When we arrived home from the sperm bank, I got a phone call saying that I did, in fact, have a treatable mutation (EGFR). Chemo was off, thankfully, and Tarceva, a little white pill, became my treatment. I soon began to feel stronger. And even though I no longer really knew what it was, I felt it: a drop of hope. The fog surrounding my life rolled back another inch, and a sliver of blue sky peeked through. In the weeks that followed, my appetite returned. I put on a little weight. I developed the characteristic severe acne that correlates with a good response. Lucy had always loved my smooth skin, but now it was pockmarked and, with my blood thinners, constantly bleeding. Any part of me that identified with being handsome was slowly being erased—though, in fairness, I was happy to be uglier and alive. Lucy said she loved my skin just the same, acne and all, but while I knew that our identities derive not just from the brain, I was living its embodied nature. The man who loved hiking, camping, and running, who expressed his love through gigantic hugs, who threw his giggling niece high in the air—that was a man I no longer was. At best, I could aim to be him again.
At our first of several biweekly appointments, Emma’s and my discussion tended from the medical (“How’s the rash?”) to the more existential.
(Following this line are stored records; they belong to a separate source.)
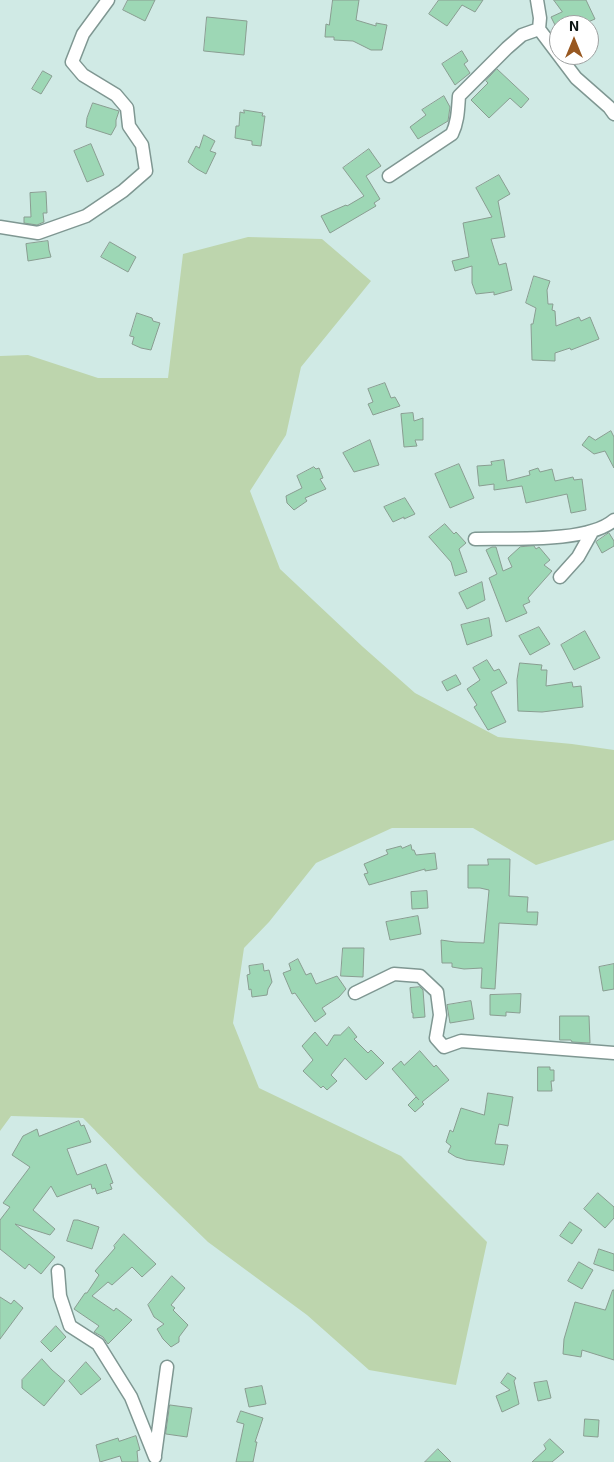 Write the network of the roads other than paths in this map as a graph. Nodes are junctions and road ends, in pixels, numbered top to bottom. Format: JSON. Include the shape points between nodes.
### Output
{"nodes":[{"id":1,"x":108,"y":0,"type":"edge"},
{"id":2,"x":538,"y":0,"type":"edge"},
{"id":3,"x":539,"y":29,"type":"junction"},
{"id":4,"x":614,"y":114,"type":"edge"},
{"id":5,"x":389,"y":176,"type":"dead end"},
{"id":6,"x":0,"y":227,"type":"edge"},
{"id":7,"x":614,"y":520,"type":"edge"},
{"id":8,"x":592,"y":532,"type":"junction"},
{"id":9,"x":475,"y":539,"type":"dead end"},
{"id":10,"x":560,"y":577,"type":"dead end"},
{"id":11,"x":355,"y":993,"type":"dead end"},
{"id":12,"x":614,"y":1053,"type":"edge"},
{"id":13,"x":58,"y":1271,"type":"dead end"},
{"id":14,"x":167,"y":1367,"type":"dead end"},
{"id":15,"x":155,"y":1460,"type":"edge"}],
"edges":[{"from":1,"to":6,"type":"street","via":[[83,34],[72,62],[83,75],[116,95],[127,108],[129,126],[142,145],[146,171],[86,216],[38,233]]},
{"from":2,"to":3,"type":"street"},
{"from":3,"to":4,"type":"street","via":[[576,78]]},
{"from":3,"to":5,"type":"street","via":[[522,35],[459,96],[457,121],[452,134]]},
{"from":7,"to":8,"type":"street"},
{"from":8,"to":9,"type":"street","via":[[563,537]]},
{"from":8,"to":10,"type":"street","via":[[578,557]]},
{"from":11,"to":12,"type":"street","via":[[394,974],[420,976],[436,992],[440,1015],[436,1038],[444,1047],[461,1041]]},
{"from":13,"to":15,"type":"street","via":[[60,1296],[70,1326],[98,1344],[131,1397]]},
{"from":14,"to":15,"type":"street"}]}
The traditional cancer narrative—that one ought to recede, spend time with family, and settle one’s toes in the peat—was one option.
“Many people, once diagnosed, quit work entirely,” she said. “Others focus on it heavily. Either way is okay.”
“I had mapped out this whole forty-year career for myself—the first twenty as a surgeon-scientist, the last twenty as a writer. But now that I am likely well into my last twenty years, I don’t know which career I should be pursuing.”
“Well, I can’t tell you that,” she said. “I can only say that you can get back to surgery if you want, but you have to figure out what’s most important to you.”
“If I had some sense of how much time I have left, it’d be easier. If I had two years, I’d write. If I had ten, I’d get back to surgery and science.”